BEGIN
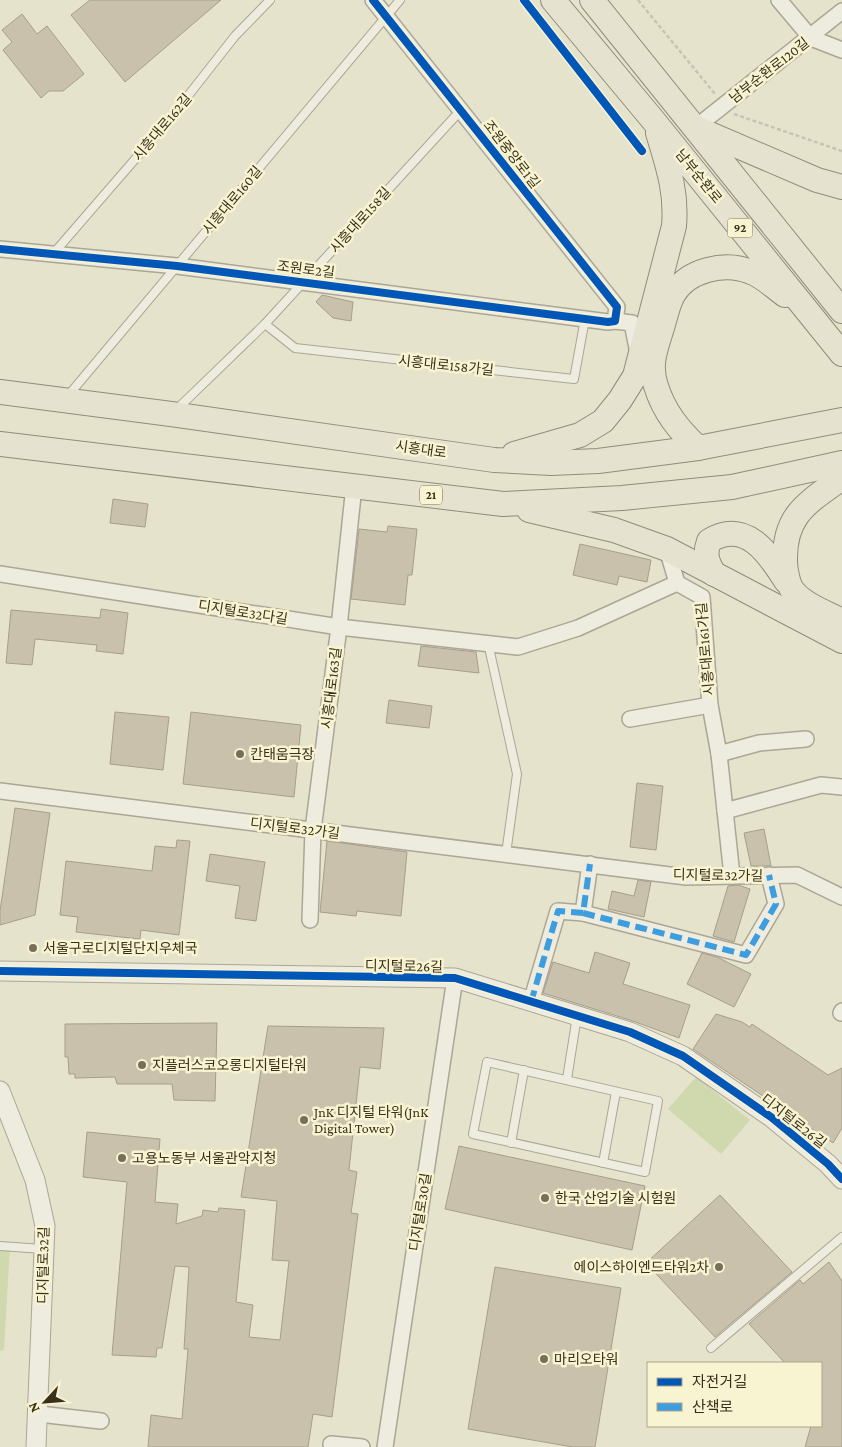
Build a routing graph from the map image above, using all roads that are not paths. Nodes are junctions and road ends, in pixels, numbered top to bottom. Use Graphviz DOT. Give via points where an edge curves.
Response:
graph roads {
  1 [pos="270,0"];
  2 [pos="373,0"];
  3 [pos="400,0"];
  4 [pos="553,0"];
  5 [pos="592,0"];
  6 [pos="779,0"];
  7 [pos="842,11"];
  8 [pos="386,16"];
  9 [pos="810,38"];
  10 [pos="842,50"];
  11 [pos="461,110"];
  12 [pos="653,120"];
  13 [pos="695,128"];
  14 [pos="842,187"];
  15 [pos="0,249"];
  16 [pos="52,254"];
  17 [pos="177,266"];
  18 [pos="304,281"];
  19 [pos="842,311"];
  20 [pos="585,320"];
  21 [pos="611,321"];
  22 [pos="265,324"];
  23 [pos="835,345"];
  24 [pos="639,360"];
  25 [pos="0,392"];
  26 [pos="25,395"];
  27 [pos="0,399"];
  28 [pos="64,400"];
  29 [pos="172,414"];
  30 [pos="842,420"];
  31 [pos="7,443"];
  32 [pos="698,448"];
  33 [pos="494,460"];
  34 [pos="842,463"];
  35 [pos="842,478"];
  36 [pos="354,486"];
  37 [pos="503,504"];
  38 [pos="667,549"];
  39 [pos="0,574"];
  40 [pos="714,574"];
  41 [pos="677,584"];
  42 [pos="792,590"];
  43 [pos="842,621"];
  44 [pos="339,627"];
  45 [pos="842,641"];
  46 [pos="488,643"];
  47 [pos="710,705"];
  48 [pos="630,719"];
  49 [pos="806,739"];
  50 [pos="719,754"];
  51 [pos="842,788"];
  52 [pos="0,791"];
  53 [pos="725,811"];
  54 [pos="313,830"];
  55 [pos="506,854"];
  56 [pos="590,864"];
  57 [pos="769,875"];
  58 [pos="732,876"];
  59 [pos="842,897"];
  60 [pos="583,913"];
  61 [pos="310,920"];
  62 [pos="0,970"];
  63 [pos="455,978"];
  64 [pos="531,1002"];
  65 [pos="577,1016"];
  66 [pos="524,1070"];
  67 [pos="567,1079"];
  68 [pos="0,1091"];
  69 [pos="616,1092"];
  70 [pos="511,1143"];
  71 [pos="603,1163"];
  72 [pos="842,1179"];
  73 [pos="842,1237"];
  74 [pos="0,1246"];
  75 [pos="45,1249"];
  76 [pos="711,1348"];
  77 [pos="38,1414"];
  78 [pos="102,1420"];
  79 [pos="330,1444"];
  80 [pos="36,1447"];
  81 [pos="362,1447"];
  82 [pos="385,1447"];
  1 -- 16 [label="lane, 시흥대로162길" via="235,36 169,120"];
  2 -- 8 [label="street, 조원중앙로1길"];
  3 -- 8 [label="lane, 시흥대로160길"];
  4 -- 12 [label="main road, 남부순환로 / 92"];
  5 -- 13 [label="main road, 남부순환로 / 92"];
  6 -- 9 [label="street"];
  7 -- 9 [label="street, 남부순환로120길"];
  8 -- 11 [label="street, 조원중앙로1길"];
  8 -- 17 [label="lane, 시흥대로160길"];
  9 -- 10 [label="street"];
  9 -- 13 [label="street, 남부순환로120길"];
  11 -- 18 [label="lane, 시흥대로158길"];
  11 -- 21 [label="street, 조원중앙로1길" via="617,307"];
  12 -- 23 [label="main road, 남부순환로 / 92"];
  12 -- 24 [label="main road" via="676,203 674,226"];
  13 -- 14 [label="main road" via="817,180"];
  13 -- 19 [label="main road, 남부순환로 / 92"];
  15 -- 16 [label="street, 조원로2길"];
  16 -- 17 [label="street, 조원로2길"];
  17 -- 18 [label="street, 조원로2길"];
  17 -- 28 [label="lane, 시흥대로160길"];
  18 -- 20 [label="street, 조원로2길"];
  18 -- 22 [label="lane, 시흥대로158길"];
  20 -- 21 [label="street, 조원로2길"];
  20 -- 22 [label="lane, 시흥대로158가길" via="574,379 295,348"];
  21 -- 24 [label="street" via="632,323"];
  22 -- 29 [label="lane, 시흥대로158길"];
  23 -- 32 [label="main road" via="790,298 751,272 730,268 707,269 687,279 673,295 652,360 655,385 665,410 677,429"];
  24 -- 33 [label="main road" via="635,376 602,421 580,435"];
  25 -- 26 [label="main road, 시흥대로"];
  26 -- 27 [label="lane"];
  26 -- 28 [label="main road, 시흥대로"];
  28 -- 29 [label="main road, 시흥대로"];
  29 -- 33 [label="main road, 시흥대로"];
  30 -- 32 [label="main road, 시흥대로"];
  31 -- 36 [label="main road, 21"];
  32 -- 33 [label="main road, 시흥대로" via="598,461"];
  34 -- 37 [label="main road, 21" via="732,487 622,498"];
  35 -- 42 [label="main road" via="805,504 791,522 785,544 785,567"];
  36 -- 37 [label="main road, 21"];
  36 -- 44 [label="street, 시흥대로163길"];
  37 -- 38 [label="main road" via="614,530"];
  38 -- 40 [label="main road"];
  38 -- 41 [label="street"];
  39 -- 44 [label="street, 디지털로32다길"];
  40 -- 42 [label="main road" via="706,560 708,541 721,534 737,534 756,542 771,556"];
  40 -- 45 [label="main road"];
  41 -- 46 [label="street, 디지털로32다길" via="578,628 518,646"];
  41 -- 47 [label="street, 시흥대로161가길" via="702,597"];
  42 -- 43 [label="main road" via="806,602"];
  44 -- 46 [label="street, 디지털로32다길"];
  44 -- 54 [label="street, 시흥대로163길"];
  46 -- 55 [label="lane" via="516,774"];
  47 -- 48 [label="street, 시흥대로161가길"];
  47 -- 50 [label="street, 시흥대로161가길"];
  49 -- 50 [label="street" via="758,743"];
  50 -- 53 [label="street, 시흥대로161가길"];
  51 -- 53 [label="street" via="820,785"];
  52 -- 54 [label="street, 디지털로32가길"];
  53 -- 58 [label="street, 시흥대로161가길"];
  54 -- 55 [label="street, 디지털로32가길"];
  54 -- 61 [label="street, 시흥대로163길"];
  55 -- 56 [label="street, 디지털로32가길"];
  56 -- 58 [label="street, 디지털로32가길" via="686,876"];
  56 -- 60 [label="street"];
  57 -- 58 [label="street, 디지털로32가길"];
  57 -- 59 [label="street, 디지털로32가길" via="798,875"];
  57 -- 60 [label="street" via="776,904 746,955"];
  60 -- 64 [label="street" via="558,911"];
  62 -- 63 [label="street, 디지털로26길"];
  63 -- 64 [label="street, 디지털로26길"];
  63 -- 82 [label="street, 디지털로30길"];
  64 -- 65 [label="street, 디지털로26길"];
  65 -- 67 [label="lane"];
  65 -- 72 [label="street, 디지털로26길" via="630,1032 684,1056 771,1117"];
  66 -- 67 [label="lane"];
  66 -- 70 [label="lane"];
  66 -- 70 [label="lane" via="487,1062 473,1134"];
  67 -- 69 [label="lane"];
  68 -- 75 [label="street, 디지털로32길" via="35,1180 45,1226"];
  69 -- 71 [label="lane"];
  69 -- 71 [label="lane" via="658,1101 645,1172"];
  70 -- 71 [label="lane"];
  73 -- 76 [label="lane"];
  74 -- 75 [label="lane"];
  75 -- 77 [label="street, 디지털로32길"];
  77 -- 78 [label="street"];
  77 -- 80 [label="street, 디지털로32길"];
  79 -- 81 [label="street"];
}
END
Which lines of the data include the string "graph"? Find them and copy each one.

Build a routing graph from the map image above, using all roads that are not paths. Nodes are junctions and road ends, in pixels, numbered top to bottom. Use Graphviz DOT. Give via points where an edge curves.
graph roads {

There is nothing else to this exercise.